Libertado das meninas de pernas palito, longas meias pretas e intenções perversas, Ronald Searle voltou seu traço para a sátira da sociedade inglesa. Com Merry England, etc., que mescla situações deliciosas, personagens e legendas minimalistas insuperáveis, o refinamento do seu humor o tornou disputado dos dois lados do Atlântico. Passou a fazer capas para a New Yorker, Punch e Granta, estreou na publicidade, criou pôsteres, fez animação para o cinema e ilustrou mais de 100 livros.
Mas foi ideia da revista americana Life contratá-lo para retratar o mundo real, sem recorrer ao humor, por meio de reportagens ilustradas de eventos noticiosos.
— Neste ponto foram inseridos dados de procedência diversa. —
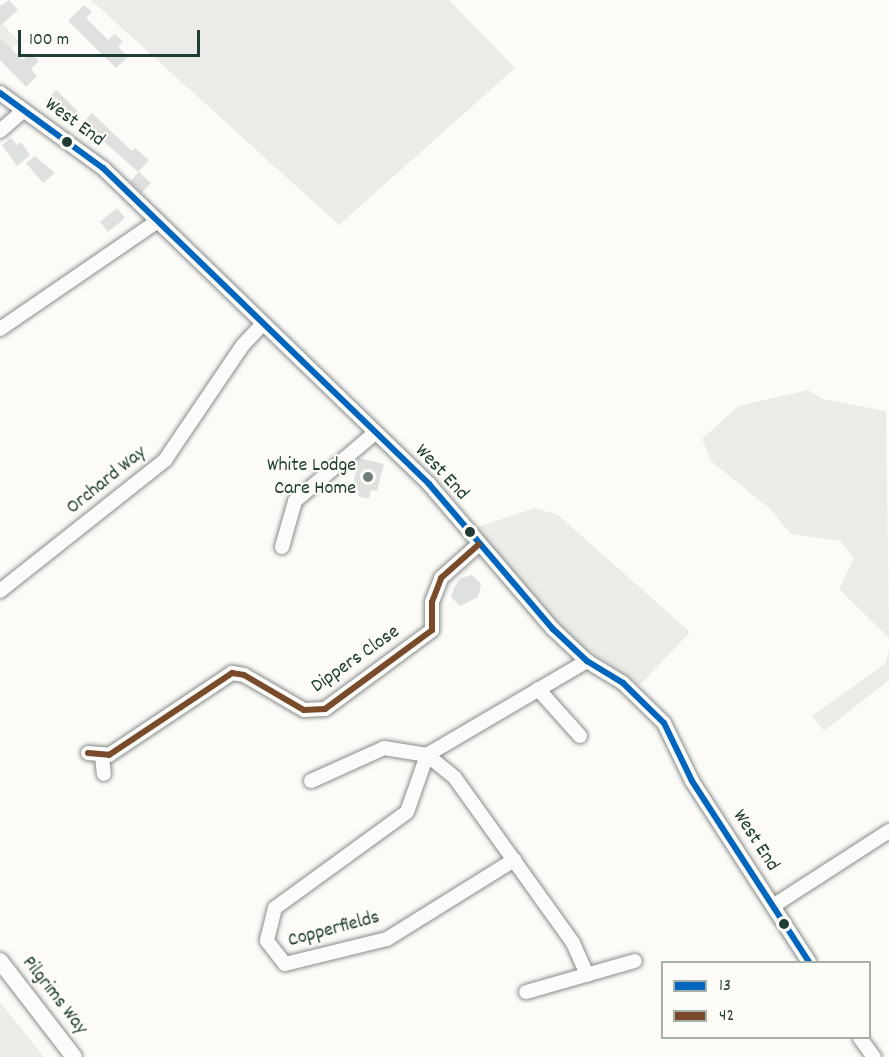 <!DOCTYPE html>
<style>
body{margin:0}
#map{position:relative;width:889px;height:1057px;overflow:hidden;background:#fcfbf8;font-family:Dekko,sans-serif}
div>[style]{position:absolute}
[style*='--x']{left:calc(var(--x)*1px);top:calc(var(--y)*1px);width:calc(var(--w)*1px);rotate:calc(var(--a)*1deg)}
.built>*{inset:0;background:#ebede8}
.green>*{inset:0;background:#ebece8}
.building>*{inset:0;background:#dfe1de;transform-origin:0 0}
.roads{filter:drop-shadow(0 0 2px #888d8a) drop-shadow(0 0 2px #888d8a)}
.minor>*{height:14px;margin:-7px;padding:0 7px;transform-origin:7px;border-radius:7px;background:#fbfbf9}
.tertiary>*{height:16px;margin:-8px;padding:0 8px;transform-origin:8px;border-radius:8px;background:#fbfbf9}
.bus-1>*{height:6px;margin:-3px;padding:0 3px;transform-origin:3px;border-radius:3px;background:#0065bd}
.bus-2>*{height:6px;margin:-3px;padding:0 3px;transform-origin:3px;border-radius:3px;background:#7a4b2a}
.dots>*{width:16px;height:16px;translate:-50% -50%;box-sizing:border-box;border:3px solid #fdfcf7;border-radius:50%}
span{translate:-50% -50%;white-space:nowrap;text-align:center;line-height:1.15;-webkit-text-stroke:4.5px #fdfcf7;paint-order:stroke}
.street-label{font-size:20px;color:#1f3d34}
.poi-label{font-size:20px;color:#1f3d34}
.right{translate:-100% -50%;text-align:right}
.legend{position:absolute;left:661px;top:961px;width:210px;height:78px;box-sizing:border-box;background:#fdfcf7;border:2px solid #a4b0a9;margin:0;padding:8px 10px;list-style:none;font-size:18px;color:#1f3d34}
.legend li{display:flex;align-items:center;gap:12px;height:30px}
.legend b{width:30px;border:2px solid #a4b0a9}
.scale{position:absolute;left:18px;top:30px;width:182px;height:27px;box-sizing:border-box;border:3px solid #1f3d34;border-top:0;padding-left:8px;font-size:18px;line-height:21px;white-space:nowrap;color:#1f3d34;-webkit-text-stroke:4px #fdfcf7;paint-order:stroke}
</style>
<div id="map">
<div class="built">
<i style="clip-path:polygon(0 21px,19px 42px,0 60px)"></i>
</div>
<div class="green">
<i style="clip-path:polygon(91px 0,449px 0,515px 68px,339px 225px)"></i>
<i style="clip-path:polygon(808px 390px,823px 399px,886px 411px,889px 638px,839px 589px,854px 558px,840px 541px,791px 534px,770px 509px,711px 461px,702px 439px,738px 406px)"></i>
<i style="clip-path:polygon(535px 508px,558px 515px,690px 632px,640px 685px,572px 639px,475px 528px)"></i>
<i style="clip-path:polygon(889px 649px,889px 680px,824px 731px,812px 716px,886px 663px)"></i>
<i style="clip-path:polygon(0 1002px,44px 1057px,0 1057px)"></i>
</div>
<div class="building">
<i style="clip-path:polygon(9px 0,18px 10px,0 26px,0 6px)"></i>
<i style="clip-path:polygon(84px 5px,92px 12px,86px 18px,108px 40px,115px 34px,123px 42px,118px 46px,128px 57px,116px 68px,68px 21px)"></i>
<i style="clip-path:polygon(0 38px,23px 60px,30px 53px,39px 61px,31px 69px,37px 76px,26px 87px,0 60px)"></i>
<i style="left:56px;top:90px;width:30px;height:15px;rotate:44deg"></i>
<i style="clip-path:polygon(92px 113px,132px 151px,135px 148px,149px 160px,138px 172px,83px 123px)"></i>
<i style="clip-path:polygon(11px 138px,17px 145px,21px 142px,30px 155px,17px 166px,2px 145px)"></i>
<i style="clip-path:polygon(35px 156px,55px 173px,43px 183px,26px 163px)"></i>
<i style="left:139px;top:172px;width:16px;height:13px;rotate:43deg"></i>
<i style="left:117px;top:208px;width:13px;height:22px;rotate:51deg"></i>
<i style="clip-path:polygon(359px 458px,384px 464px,377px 491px,371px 490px,369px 499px,358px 496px,359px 491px,352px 489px)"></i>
<i style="clip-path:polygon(472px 575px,481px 584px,478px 597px,460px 606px,451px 597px,454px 587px,461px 578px)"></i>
</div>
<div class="roads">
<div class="minor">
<i style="--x:0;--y:93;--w:127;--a:36.1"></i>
<i style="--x:103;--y:168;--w:454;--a:44.1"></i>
<i style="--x:429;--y:484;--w:191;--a:49.5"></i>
<i style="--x:553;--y:629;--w:47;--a:43.3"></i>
<i style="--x:587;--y:661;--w:42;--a:31.4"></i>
<i style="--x:623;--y:683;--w:57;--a:44.3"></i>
<i style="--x:664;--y:723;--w:64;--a:64.2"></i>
<i style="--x:692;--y:781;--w:216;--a:57.1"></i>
<i style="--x:0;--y:131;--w:30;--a:-41"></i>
<i style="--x:0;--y:329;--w:191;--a:-34.4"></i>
<i style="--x:282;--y:547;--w:48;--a:-74.2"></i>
<i style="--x:295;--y:501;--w:105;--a:-40.4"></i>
<i style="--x:0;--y:591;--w:211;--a:-38.4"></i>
<i style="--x:165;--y:460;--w:139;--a:-55.9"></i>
<i style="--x:243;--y:345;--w:26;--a:-47"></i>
<i style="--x:587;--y:661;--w:186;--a:149.6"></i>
<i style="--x:427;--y:755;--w:36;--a:39"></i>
<i style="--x:455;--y:778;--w:203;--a:54.4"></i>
<i style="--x:573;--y:943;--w:35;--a:66"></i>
<i style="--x:538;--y:689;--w:63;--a:48.2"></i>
<i style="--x:88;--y:753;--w:21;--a:5"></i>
<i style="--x:109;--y:755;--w:148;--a:-33.7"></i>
<i style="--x:232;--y:673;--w:12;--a:9"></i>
<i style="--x:244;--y:675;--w:69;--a:30.3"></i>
<i style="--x:304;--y:710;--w:21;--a:-3"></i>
<i style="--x:325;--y:709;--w:133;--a:-36.4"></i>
<i style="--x:432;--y:630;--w:28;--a:-90"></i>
<i style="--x:432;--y:602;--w:26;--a:-69"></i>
<i style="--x:441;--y:578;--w:50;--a:-41.7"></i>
<i style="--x:102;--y:756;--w:18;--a:84"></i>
<i style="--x:311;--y:781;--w:80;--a:-24.3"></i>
<i style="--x:384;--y:748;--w:44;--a:9.2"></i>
<i style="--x:427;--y:755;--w:60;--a:109.3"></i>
<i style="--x:407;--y:812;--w:163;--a:144"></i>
<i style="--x:275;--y:908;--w:34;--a:104"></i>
<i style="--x:267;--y:941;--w:29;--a:52"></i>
<i style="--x:285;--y:964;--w:105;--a:-13.8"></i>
<i style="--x:387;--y:939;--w:150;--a:-31.9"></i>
<i style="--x:773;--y:906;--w:138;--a:-32.9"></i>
<i style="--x:526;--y:992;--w:113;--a:-15.9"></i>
<i style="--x:860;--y:1038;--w:24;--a:54"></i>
</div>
<div class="tertiary">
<i style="--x:0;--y:961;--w:121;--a:52.4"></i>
</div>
</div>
<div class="bus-1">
<i style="--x:0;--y:93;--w:127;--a:36.1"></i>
<i style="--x:103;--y:168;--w:454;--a:44.1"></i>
<i style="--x:429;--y:484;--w:191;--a:49.5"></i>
<i style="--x:553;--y:629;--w:47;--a:43.3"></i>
<i style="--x:587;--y:661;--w:42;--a:31.4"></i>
<i style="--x:623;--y:683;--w:57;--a:44.3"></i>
<i style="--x:664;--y:723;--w:64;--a:64.2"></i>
<i style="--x:692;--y:781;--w:216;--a:57.1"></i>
</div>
<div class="bus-2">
<i style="--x:88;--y:753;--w:21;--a:5"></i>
<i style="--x:109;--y:755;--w:148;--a:-33.7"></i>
<i style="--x:232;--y:673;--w:12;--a:9"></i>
<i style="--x:244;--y:675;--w:69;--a:30.3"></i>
<i style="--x:304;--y:710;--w:21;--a:-3"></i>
<i style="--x:325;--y:709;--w:133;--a:-36.4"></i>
<i style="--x:432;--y:630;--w:28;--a:-90"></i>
<i style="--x:432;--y:602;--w:26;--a:-69"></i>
<i style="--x:441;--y:578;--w:50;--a:-41.7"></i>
</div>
<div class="dots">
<i style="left:67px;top:142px;background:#1f3d34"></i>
<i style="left:368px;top:477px;background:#6c8079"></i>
<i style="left:470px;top:532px;background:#1f3d34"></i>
<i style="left:784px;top:924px;background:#1f3d34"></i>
</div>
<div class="street-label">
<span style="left:74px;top:123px;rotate:36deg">West End</span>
<span style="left:441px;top:473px;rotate:47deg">West End</span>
<span style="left:107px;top:481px;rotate:-39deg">Orchard Way</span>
<span style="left:356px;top:660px;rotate:-35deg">Dippers Close</span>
<span style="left:755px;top:841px;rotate:57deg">West End</span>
<span style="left:334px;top:930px;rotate:-15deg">Copperfields</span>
<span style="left:54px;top:996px;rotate:52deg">Pilgrims Way</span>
</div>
<div class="poi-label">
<span class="right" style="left:356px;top:478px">White Lodge<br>Care Home</span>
</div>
<ul class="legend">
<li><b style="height:8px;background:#0065bd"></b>13</li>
<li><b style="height:8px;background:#7a4b2a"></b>42</li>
</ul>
<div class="scale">100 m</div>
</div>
Registrou, dessa forma, o histórico julgamento do nazista Adolf Eichmann, em Jerusalém, em 1961. Também como repórter-ilustrador cobriu os funerais do rei George VI (pai da atual rainha Elizabeth II), a construção do Muro de Berlim, as eleições primárias americanas que deram a vitória a John F. Kennedy. “Qualquer um consegue desenhar um cartum capaz de fazer as pessoas rirem. Reportagem ilustrada é muito mais duro – você precisa saber o que há por trás do que está acontecendo”, comparou mais tarde.
Quando foi morar na França com a segunda mulher, Monica, já tinha experimentado tantos estilos que, segundo o cartunista americano Edward Sorel, conseguira dominar por completo todas as formas de artes gráficas. Obras suas integram a coleção permanente do British Museum, do Victoria & Albert Museum e do Imperial War Museum.
Apesar de ter ido morar no vilarejo medieval de Tourtour, na Provence, há quase quarenta anos, nunca quis se tornar francês. “Você não troca de nacionalidade como quem troca de paletó. Haja o que houver, sempre serei britânico.”
Seu derradeiro livro, publicado quatro meses atrás e intitulado Les Très Riches Heures de Mrs. Mole, é uma coletânea de desenhos criados para aliviar as sessões de quimioterapia e radioterapia com que Monica combateu um câncer de mama. Foram 47 sessões ao longo de cinco anos. Para cada sessão criou uma nova faceta da toupeira radiosa e adorável inventada pelo artista para representar a companheira com quem viveu cinquenta anos. Monica morreu em julho passado. “Eu não podia fazer mais nada por ela”, concluiu, “pois só sei desenhar.” Só?